__Exercise prompt__
Taking the lines below one at a time, count those with the string "nodes" and give the result alone.

Dataset entries
****
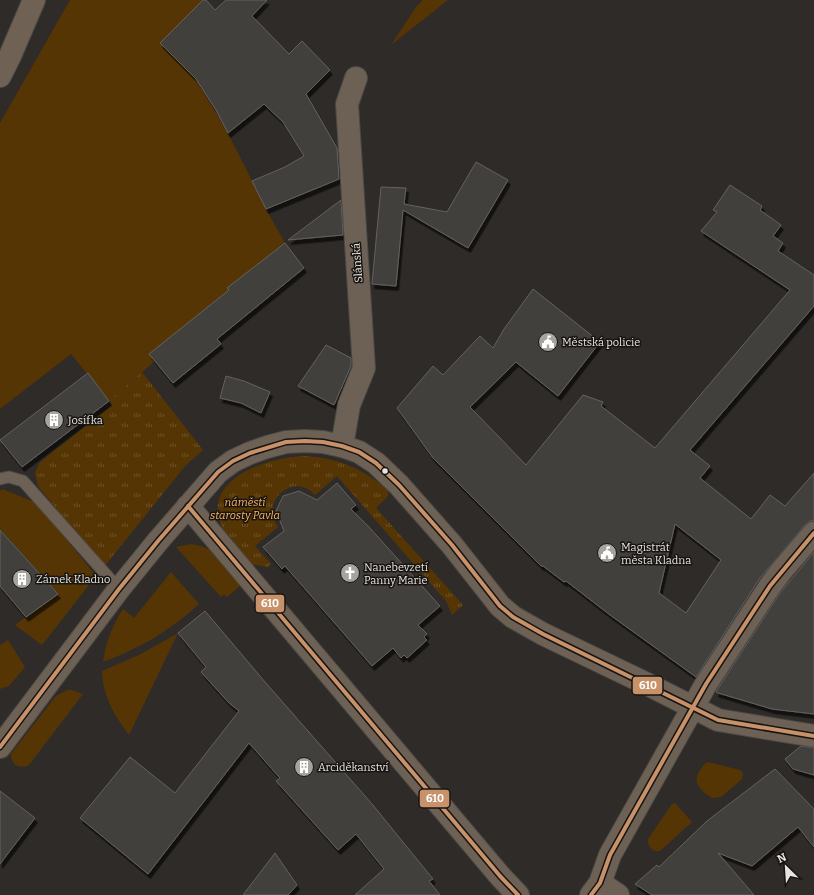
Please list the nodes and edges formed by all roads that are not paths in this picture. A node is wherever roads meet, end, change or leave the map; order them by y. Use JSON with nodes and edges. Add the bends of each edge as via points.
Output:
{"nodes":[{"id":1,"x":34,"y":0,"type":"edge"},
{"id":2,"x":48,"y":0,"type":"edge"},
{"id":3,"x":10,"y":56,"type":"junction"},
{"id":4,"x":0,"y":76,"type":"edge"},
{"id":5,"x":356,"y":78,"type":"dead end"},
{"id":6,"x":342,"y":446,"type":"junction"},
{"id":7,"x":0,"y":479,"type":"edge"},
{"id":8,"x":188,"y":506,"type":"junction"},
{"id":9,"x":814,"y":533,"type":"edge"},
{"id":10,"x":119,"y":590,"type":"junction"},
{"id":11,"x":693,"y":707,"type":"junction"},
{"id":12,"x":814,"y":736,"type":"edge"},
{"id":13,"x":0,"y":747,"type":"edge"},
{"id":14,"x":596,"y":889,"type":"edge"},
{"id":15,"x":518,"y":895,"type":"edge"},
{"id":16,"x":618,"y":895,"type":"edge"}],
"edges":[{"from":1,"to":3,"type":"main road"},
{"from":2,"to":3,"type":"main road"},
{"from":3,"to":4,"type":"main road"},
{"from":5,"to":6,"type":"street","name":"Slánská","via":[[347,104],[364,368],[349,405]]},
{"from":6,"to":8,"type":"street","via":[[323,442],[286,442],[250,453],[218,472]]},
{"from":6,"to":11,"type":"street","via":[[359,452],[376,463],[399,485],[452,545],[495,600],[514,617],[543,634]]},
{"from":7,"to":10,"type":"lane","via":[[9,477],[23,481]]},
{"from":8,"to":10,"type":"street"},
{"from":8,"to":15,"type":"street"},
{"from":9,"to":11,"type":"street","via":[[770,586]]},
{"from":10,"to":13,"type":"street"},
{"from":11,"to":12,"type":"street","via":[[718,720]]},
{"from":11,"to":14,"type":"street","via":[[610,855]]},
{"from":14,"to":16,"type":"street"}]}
****
__Written answer__
2